Rupert Grint secured the role of Ron Weasley in a pretty unorthodox fashion. The actor told Rosie O'Donnell in 2001 that he saw a casting call on Newsround. Grint then said that he saw other kids sending in tapes of themselves, and decided to do the same thing.
"I really wanted to be in this film, so I made this videotape. First, I dressed up as my drama teacher, who was a girl so it was kind of scary," Grint said. "Then I made this rap song of how much I wanted to be in the film."
Grint said he sent it in and soon heard back from the producers, who offered him an audition. The rest is history.
Watch the full video below:
They had to hang dead mice from Petunia's apron so that the owls would look at her instead of the camera
Working with animals is difficult and there were a lot of animals to work with in the "Harry Potter" films — mostly owls.
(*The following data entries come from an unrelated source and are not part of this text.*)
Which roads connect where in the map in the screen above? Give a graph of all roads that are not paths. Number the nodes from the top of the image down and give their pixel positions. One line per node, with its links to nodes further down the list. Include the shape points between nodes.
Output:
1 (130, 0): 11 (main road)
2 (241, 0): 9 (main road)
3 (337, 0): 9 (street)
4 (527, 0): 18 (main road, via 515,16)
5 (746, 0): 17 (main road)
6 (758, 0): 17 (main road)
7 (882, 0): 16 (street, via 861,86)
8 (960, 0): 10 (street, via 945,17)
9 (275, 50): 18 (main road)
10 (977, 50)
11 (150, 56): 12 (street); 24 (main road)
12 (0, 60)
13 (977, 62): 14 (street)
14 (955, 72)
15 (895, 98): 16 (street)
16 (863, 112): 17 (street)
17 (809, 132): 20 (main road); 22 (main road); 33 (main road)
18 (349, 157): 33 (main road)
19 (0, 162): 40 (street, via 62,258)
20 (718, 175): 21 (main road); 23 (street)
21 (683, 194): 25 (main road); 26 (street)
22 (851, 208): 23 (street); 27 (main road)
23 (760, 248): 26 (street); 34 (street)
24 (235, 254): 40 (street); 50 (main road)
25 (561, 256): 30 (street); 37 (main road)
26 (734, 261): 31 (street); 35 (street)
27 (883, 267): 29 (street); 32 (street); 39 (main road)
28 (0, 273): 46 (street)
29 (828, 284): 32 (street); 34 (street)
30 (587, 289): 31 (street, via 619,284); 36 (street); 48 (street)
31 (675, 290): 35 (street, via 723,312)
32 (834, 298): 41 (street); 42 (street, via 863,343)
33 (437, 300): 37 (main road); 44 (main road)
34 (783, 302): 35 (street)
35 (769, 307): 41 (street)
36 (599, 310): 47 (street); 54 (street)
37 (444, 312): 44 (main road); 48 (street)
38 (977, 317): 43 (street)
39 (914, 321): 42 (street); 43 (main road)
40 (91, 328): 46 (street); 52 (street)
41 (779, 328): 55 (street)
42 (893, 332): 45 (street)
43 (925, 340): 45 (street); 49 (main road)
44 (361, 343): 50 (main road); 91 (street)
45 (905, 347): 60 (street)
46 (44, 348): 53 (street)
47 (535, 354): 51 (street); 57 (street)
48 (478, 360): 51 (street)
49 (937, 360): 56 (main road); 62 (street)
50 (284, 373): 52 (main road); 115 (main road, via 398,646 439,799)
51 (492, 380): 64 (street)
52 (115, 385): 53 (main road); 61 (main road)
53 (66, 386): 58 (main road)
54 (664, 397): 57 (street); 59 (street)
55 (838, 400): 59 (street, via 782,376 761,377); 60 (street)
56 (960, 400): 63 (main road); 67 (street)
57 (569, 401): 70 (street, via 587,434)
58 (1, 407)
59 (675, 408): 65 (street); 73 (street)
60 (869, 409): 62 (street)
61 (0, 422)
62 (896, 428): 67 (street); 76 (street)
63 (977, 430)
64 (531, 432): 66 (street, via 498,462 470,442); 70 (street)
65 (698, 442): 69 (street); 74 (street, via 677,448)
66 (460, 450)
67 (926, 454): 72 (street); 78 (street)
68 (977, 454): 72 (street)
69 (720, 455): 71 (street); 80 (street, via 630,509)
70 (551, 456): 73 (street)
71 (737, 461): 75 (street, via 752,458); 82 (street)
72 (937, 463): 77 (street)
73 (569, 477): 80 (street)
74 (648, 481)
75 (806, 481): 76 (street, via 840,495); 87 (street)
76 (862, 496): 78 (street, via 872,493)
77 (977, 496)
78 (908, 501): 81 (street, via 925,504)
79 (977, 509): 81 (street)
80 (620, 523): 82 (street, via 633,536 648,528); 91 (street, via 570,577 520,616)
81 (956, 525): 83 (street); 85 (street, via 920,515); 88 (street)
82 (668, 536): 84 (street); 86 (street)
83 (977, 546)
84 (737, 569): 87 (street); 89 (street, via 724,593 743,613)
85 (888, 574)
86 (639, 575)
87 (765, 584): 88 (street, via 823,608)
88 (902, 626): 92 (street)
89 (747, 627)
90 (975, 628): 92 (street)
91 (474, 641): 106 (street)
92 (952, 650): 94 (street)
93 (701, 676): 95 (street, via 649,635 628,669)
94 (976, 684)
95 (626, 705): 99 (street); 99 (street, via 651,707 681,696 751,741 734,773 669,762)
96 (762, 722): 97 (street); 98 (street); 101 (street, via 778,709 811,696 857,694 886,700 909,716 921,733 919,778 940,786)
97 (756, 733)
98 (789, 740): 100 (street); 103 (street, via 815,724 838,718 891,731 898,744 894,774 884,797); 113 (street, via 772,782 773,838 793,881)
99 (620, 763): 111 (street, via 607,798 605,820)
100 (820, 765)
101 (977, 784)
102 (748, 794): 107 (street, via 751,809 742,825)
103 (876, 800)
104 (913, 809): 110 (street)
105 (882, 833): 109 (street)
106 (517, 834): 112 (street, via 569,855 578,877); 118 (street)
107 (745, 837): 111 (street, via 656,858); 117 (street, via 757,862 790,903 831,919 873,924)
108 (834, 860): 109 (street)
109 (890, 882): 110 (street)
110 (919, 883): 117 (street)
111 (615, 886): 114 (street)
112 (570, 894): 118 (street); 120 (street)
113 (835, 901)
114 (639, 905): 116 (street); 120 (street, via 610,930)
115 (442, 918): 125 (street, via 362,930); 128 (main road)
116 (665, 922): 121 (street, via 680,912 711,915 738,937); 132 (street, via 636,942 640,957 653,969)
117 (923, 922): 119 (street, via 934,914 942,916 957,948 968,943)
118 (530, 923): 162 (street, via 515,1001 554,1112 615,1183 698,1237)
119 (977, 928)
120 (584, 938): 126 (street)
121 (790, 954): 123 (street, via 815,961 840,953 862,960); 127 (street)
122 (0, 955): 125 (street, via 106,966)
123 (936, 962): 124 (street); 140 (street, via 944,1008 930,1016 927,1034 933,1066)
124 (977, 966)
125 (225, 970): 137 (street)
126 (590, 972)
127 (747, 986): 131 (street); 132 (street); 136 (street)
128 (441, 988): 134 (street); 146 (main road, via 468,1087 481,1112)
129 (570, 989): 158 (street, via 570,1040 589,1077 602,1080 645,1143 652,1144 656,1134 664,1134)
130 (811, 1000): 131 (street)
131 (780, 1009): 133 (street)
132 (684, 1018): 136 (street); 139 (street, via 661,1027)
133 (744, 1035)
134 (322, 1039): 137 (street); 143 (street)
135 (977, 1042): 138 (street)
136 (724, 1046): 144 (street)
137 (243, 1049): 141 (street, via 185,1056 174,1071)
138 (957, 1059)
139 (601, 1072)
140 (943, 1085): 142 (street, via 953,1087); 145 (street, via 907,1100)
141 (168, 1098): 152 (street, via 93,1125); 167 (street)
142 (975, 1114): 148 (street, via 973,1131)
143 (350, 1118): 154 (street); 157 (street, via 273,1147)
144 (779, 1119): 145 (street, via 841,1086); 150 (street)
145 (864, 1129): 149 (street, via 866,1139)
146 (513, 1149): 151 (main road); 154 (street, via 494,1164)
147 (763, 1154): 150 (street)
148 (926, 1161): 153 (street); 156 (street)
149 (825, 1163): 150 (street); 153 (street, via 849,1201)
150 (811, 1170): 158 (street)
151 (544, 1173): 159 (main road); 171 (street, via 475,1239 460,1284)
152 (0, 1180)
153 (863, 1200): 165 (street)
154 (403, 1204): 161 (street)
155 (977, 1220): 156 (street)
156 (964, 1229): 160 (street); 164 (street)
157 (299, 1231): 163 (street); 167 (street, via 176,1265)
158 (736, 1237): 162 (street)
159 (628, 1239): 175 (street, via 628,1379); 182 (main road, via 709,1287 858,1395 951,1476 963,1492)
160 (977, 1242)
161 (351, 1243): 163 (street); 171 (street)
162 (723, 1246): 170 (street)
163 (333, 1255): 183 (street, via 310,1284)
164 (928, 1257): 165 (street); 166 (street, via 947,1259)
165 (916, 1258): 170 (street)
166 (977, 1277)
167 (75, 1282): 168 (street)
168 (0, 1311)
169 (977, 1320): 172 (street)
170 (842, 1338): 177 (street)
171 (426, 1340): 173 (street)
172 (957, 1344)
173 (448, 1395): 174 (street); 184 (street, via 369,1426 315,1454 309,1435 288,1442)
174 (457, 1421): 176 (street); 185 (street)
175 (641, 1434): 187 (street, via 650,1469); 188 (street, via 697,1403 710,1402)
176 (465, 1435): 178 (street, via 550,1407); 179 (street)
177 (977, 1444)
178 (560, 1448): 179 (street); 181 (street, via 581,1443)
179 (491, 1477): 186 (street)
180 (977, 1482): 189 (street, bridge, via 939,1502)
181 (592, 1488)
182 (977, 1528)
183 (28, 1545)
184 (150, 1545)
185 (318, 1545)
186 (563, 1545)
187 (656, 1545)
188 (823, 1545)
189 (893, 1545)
In a 2019 interview with the AV Club, Fiona Shaw recalled difficulties with the owls in one scene that didn't make the final cut of the movie.
"I remember I was doing a scene in the kitchen where Petunia looks out the window and there are owls looking in at her," she said. "But the problem was that the owls kept looking at the camera, which was behind them. So they tied a dead mouse to the front of my apron. So all the owls just fixated on the dead mouse and the camera was able to pass unimpeded."
Watch the deleted scene here:
Rupert Grint drew a caricature of Alan Rickman during the potions lesson scene, and Rickman got Grint to autograph it for him.
In behind-the-scenes interviews with the cast, Rupert Grint said that he would doodle in his book with his quill (just like Ron himself would in the books). During the potions lesson scene in which we are first introduced to Professor Snape, one of the things he doodled was late actor Alan Rickman, who played Snape.
Grint said: "I was just doodling with my quill in the book. I drew this rather unpretty picture of Alan Rickman, and as I was drawing it Alan Rickman was standing right behind me. And I was so scared."
Luckily for Grint, Rickman had a sense of humor about it and actually took a liking to the drawing. In behind-the-scenes extras on the last movie, "Deathly Hallows Part 2," Rickman recalled: "I made him sign it and I have it in my possession. And I'm very fond of it."
Watch the full clips below:
They had to shoot certain scenes twice due to the different book titles in the US and UK.
The book and movie were called "The Philosopher's Stone" everywhere apart from in the US, where it was called "The Sorcerer's Stone."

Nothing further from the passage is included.